▼

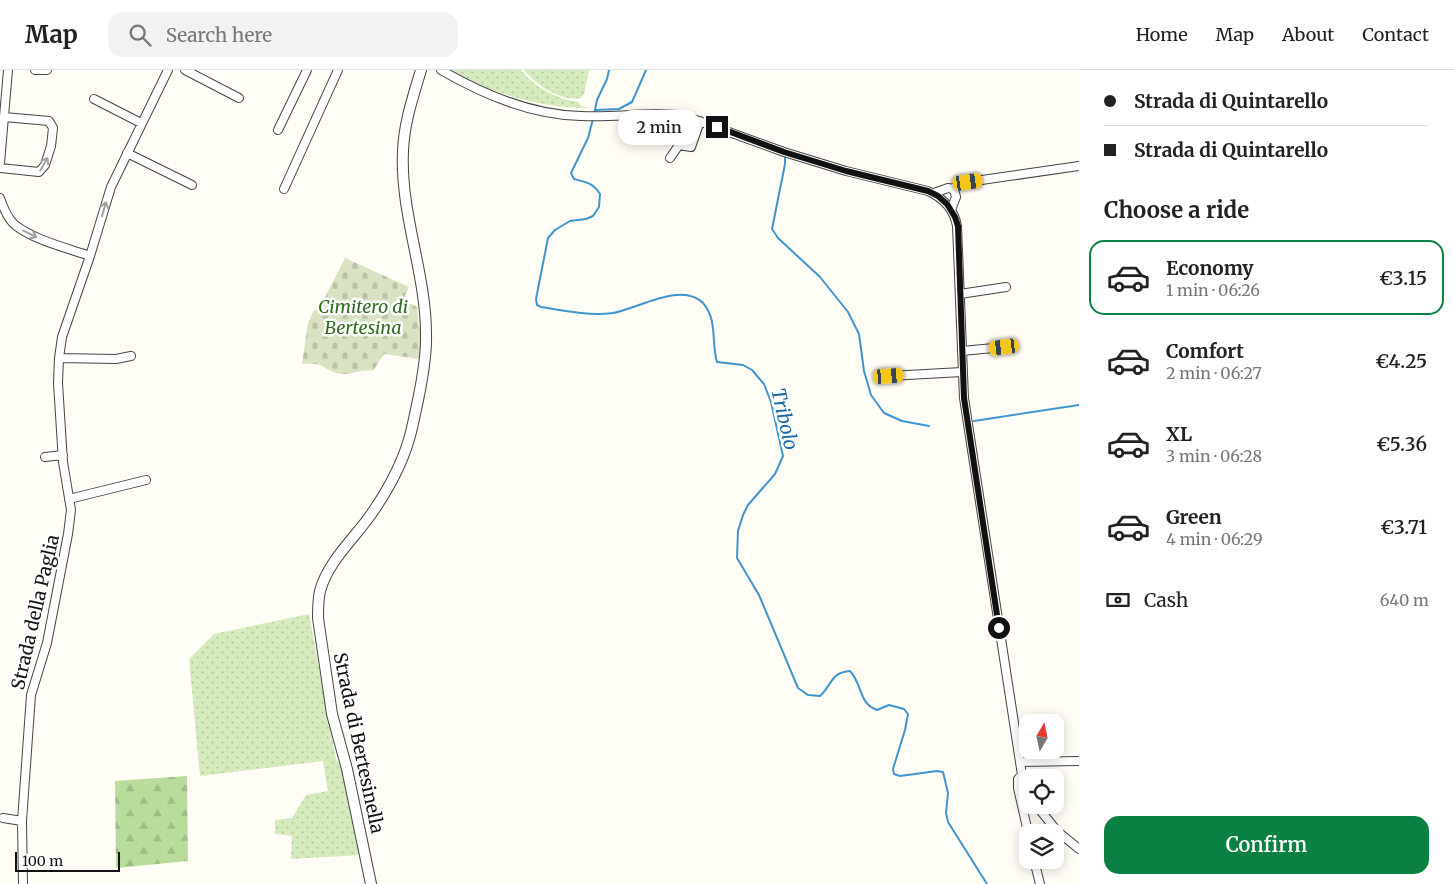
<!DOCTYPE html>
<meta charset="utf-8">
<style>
:root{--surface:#fff;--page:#f2f2f2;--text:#222;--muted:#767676;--line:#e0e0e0;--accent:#0b8043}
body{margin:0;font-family:Merriweather,serif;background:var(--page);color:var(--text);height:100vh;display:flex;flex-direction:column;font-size:19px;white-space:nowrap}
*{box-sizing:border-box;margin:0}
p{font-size:16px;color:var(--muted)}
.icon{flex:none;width:28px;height:28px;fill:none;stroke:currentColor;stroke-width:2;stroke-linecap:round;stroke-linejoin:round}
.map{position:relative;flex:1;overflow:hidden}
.drawer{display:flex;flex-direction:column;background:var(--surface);width:375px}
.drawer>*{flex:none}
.banner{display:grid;align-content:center;height:110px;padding:0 25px;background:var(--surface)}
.needle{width:32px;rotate:9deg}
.buttons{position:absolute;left:1019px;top:644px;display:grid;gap:10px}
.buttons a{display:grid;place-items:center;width:45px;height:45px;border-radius:10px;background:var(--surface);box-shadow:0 2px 12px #0003;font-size:25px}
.scale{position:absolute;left:15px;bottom:12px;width:105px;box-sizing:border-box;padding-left:5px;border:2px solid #111;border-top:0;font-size:14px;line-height:18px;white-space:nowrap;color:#111;-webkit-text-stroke:4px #fff;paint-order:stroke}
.end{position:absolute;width:22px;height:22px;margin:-11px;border:6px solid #111;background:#fff;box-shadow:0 0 0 2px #fff}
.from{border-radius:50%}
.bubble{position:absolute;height:35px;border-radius:15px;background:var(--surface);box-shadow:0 2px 12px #0003;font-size:16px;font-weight:600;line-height:35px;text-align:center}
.car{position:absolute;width:15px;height:30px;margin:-15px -8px;border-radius:6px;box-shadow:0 0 4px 1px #0007;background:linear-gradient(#f5c518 24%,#345 0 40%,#f5c518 0 76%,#345 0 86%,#f5c518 0)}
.banner b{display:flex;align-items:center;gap:18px;height:48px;font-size:19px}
.banner b+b{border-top:1px solid var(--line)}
.banner i{width:12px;height:12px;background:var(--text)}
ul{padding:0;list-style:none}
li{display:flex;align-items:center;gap:15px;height:75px;margin:0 10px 8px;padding:0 15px;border:2px solid transparent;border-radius:15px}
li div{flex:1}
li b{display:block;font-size:19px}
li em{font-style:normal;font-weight:600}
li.active{border-color:var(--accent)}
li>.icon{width:45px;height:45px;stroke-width:1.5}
h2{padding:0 25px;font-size:22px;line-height:60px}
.pay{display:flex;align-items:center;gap:12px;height:55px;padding:0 25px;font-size:19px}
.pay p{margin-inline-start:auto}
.primary-button{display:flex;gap:10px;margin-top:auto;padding:10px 25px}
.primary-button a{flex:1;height:58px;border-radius:15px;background:var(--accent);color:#fff;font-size:20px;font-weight:600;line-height:58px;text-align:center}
header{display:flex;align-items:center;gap:30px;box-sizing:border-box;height:70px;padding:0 25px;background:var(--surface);border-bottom:1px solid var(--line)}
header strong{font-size:24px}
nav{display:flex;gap:28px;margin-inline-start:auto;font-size:18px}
.search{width:350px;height:45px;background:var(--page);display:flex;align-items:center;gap:12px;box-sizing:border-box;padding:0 18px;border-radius:15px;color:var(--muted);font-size:19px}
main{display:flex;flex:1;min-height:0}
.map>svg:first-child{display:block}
.forest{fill:url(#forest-firs)}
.cemetery{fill:url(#cemetery-stones)}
.garden{fill:url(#garden-dots)}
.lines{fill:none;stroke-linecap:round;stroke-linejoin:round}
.stream{stroke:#3f96cf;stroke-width:2}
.minor-casing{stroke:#444;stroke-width:10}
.tertiary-casing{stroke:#444;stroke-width:12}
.minor{stroke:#fff;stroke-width:8}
.tertiary{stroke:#fff;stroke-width:10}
.oneway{stroke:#a0a0a0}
.route{stroke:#111;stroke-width:6}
.labels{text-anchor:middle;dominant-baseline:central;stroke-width:5;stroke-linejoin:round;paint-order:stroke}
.park-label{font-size:18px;font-style:italic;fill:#2f6b1f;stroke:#fff}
.street-label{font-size:18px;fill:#111;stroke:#fff}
.water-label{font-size:19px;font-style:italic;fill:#1768a6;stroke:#fff}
</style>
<header>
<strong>Map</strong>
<div class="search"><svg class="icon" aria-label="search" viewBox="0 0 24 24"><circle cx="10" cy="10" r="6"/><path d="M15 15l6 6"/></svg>Search here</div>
<nav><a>Home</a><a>Map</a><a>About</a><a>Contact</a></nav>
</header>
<main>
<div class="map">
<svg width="1079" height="814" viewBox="0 0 1079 814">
<defs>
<pattern id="forest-firs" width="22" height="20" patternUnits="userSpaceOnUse" patternTransform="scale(1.25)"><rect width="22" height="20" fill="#b9dc9c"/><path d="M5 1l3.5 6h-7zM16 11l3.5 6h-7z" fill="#9ebc85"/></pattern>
<pattern id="cemetery-stones" width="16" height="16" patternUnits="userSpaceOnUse" patternTransform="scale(1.25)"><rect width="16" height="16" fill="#d9e3c4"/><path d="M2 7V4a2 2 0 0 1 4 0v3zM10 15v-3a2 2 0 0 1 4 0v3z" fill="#b9c2a7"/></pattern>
<pattern id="garden-dots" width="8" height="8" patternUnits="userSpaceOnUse" patternTransform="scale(1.25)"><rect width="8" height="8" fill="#d5ebbd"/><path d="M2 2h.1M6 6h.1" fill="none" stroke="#b6c8a1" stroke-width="1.8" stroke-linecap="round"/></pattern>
</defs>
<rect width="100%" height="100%" fill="#fffdf5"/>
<path class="forest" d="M 187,706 L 188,791 L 116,798 L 115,711 Z"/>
<path class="cemetery" d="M 345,188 L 409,217 L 403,230 L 417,237 L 419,257 L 422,258 L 419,289 L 384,284 L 373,301 C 361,299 352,305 341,304 C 333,303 328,299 322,296 C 316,293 308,294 302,294 L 308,253 L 313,242 L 321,235 Z"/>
<path class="garden" d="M 451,0 L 521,0 C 534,17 557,29 578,32 L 581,36 L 589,38 C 542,38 491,24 451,0 Z
M 524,0 L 589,0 L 584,24 L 581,28 C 561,32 536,15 524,0 Z
M 309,544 L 336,689 L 346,703 L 361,785 L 291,789 L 292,766 L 275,764 L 275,750 L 292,748 L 306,725 L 328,721 L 323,691 L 200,706 L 189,589 L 214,564 Z"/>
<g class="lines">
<path class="stream" d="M 596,40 L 619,39 L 632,32 L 646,0
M 594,45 L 597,30 L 607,9 L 609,0
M 593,49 L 588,68 L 571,103 L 574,109 C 586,112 593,113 600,124 L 599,137 L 593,146 L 586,149 L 570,151 L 555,160 L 548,168 L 536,229 L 537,235 L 541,237 C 565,241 589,246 613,243 C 637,239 682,211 703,233 C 718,250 711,273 717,292 L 743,295 L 752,300 L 764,314 L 771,332 L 783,386 L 775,404 L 748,435 L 743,445 L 738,461 L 737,488 L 759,525 L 798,618 L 808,625 L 820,626 C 832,615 831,602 850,601 C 863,615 858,633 877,640 L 889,635 L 904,639 L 908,644 L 905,660 L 893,699 L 894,704 L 900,706 L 937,701 L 943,702 L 948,723 L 946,743 L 948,752 L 987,814
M 785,87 L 785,94 L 772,159 L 778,168 L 820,207 L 848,242 L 859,264 L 864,301 L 871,325 L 884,343 L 902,351 L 929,356
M 974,351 L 1079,335"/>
<g class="minor-casing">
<path id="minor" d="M 35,0 L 47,0
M 185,0 L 239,28
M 441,0 C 484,25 531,45 581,46 C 616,48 651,41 685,46 L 784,82 L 846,101 L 928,121 C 943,128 954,139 957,156 L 964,328 L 1022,705 L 1028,717
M 94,29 L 141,53
M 278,60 L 307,0
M 127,83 L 192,115
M 670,88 L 679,75 L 691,77 L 700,51
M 0,93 L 8,0
M 0,98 L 39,102 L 45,95 L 51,76 L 53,58 L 49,51 L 4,47
M 284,119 L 338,0
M 952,119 L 968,112 L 1079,96
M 934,123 L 948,118 L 954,119 L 956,127 L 951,140
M 0,128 C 3,137 8,149 15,155 C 34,170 67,178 90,186
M 960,224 L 1006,217
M 962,281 L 1004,277
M 59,288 L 116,289 L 131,286
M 889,306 L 962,302
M 45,387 L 63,385
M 69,429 L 146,410
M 1020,692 L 1079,691
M 1022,705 L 1018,709 L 1018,718 L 1028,762
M 1036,735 L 1057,761 L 1079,779
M 3,748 L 22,751
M 1034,790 L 1040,814
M 23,814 L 22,751 L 31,625 L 47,573 L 68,464 L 71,440 L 63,392 L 58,313 L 59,288 L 62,267 L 90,186 L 111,117 L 168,0"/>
</g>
<g class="tertiary-casing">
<path id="tertiary" d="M 371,814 L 347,699 L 332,644 L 318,548 C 318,539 318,530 320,521 C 328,491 355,468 372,443 C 390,417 405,389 412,358 C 418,331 427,291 426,264 C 426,203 400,143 403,81 C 404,53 413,27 421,0"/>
</g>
<use href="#minor" class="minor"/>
<use href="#tertiary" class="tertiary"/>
</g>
<defs><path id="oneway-shaft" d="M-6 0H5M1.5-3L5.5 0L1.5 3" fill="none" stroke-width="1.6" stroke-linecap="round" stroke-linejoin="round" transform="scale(1.25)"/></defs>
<g class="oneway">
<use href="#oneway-shaft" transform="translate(44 94) rotate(-60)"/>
<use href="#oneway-shaft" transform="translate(104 139) rotate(-74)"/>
<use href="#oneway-shaft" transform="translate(30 164) rotate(26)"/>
</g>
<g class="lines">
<path class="route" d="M 717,57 L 784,82 L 846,101 L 928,121 L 938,126 L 947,134 L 955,147 L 958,156 L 964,328 L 999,558"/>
</g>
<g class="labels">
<g class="park-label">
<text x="363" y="236">Cimitero di<tspan x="363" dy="21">Bertesina</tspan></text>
</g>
<g class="street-label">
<text transform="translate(35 542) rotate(-77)">Strada della Paglia</text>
<text transform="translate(359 673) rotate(78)">Strada di Bertesinella</text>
</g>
<g class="water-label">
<text transform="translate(785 349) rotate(77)">Tribolo</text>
</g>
</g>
</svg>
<div class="buttons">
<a><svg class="needle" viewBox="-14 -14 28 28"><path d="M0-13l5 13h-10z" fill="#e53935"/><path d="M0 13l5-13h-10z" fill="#767676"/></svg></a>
<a><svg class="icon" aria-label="locate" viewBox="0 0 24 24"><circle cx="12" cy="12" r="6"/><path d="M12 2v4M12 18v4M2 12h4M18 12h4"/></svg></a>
<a><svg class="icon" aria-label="layers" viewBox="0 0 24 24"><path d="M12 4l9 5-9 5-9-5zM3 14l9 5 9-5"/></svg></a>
</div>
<div class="scale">100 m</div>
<i class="end from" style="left:999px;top:558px"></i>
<i class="end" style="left:717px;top:57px"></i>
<div class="bubble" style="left:618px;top:40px;width:82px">2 min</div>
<i class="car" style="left:968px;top:112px;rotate:82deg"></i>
<i class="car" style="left:1004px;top:277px;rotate:263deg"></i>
<i class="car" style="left:889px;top:306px;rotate:86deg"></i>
</div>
<section class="drawer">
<div class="banner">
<b><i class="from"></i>Strada di Quintarello</b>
<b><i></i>Strada di Quintarello</b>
</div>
<h2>Choose a ride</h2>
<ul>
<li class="active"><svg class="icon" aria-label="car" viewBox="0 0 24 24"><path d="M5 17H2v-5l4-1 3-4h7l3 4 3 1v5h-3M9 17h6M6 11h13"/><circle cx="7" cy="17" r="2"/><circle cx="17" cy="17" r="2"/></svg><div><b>Economy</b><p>1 min · 06:26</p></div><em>€3.15</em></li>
<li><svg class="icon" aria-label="car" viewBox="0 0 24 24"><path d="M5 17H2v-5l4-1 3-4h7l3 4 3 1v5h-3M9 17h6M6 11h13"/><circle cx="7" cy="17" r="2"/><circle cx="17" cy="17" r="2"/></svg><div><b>Comfort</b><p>2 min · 06:27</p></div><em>€4.25</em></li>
<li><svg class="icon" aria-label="car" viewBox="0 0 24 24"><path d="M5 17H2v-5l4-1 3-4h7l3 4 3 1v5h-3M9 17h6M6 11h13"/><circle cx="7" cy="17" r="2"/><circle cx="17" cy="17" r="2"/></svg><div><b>XL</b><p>3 min · 06:28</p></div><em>€5.36</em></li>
<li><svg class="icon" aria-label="car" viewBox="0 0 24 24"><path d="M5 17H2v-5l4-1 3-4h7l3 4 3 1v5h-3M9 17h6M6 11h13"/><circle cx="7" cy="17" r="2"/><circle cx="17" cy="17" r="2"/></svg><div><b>Green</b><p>4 min · 06:29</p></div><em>€3.71</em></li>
</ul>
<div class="pay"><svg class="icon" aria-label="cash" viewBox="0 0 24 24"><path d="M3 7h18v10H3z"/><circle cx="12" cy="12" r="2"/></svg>Cash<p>640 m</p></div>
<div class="primary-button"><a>Confirm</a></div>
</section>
</main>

▲

Exercise description:
Looking at the material above, state the number of lines holding the word "bubble", and only that number.

Solution:
2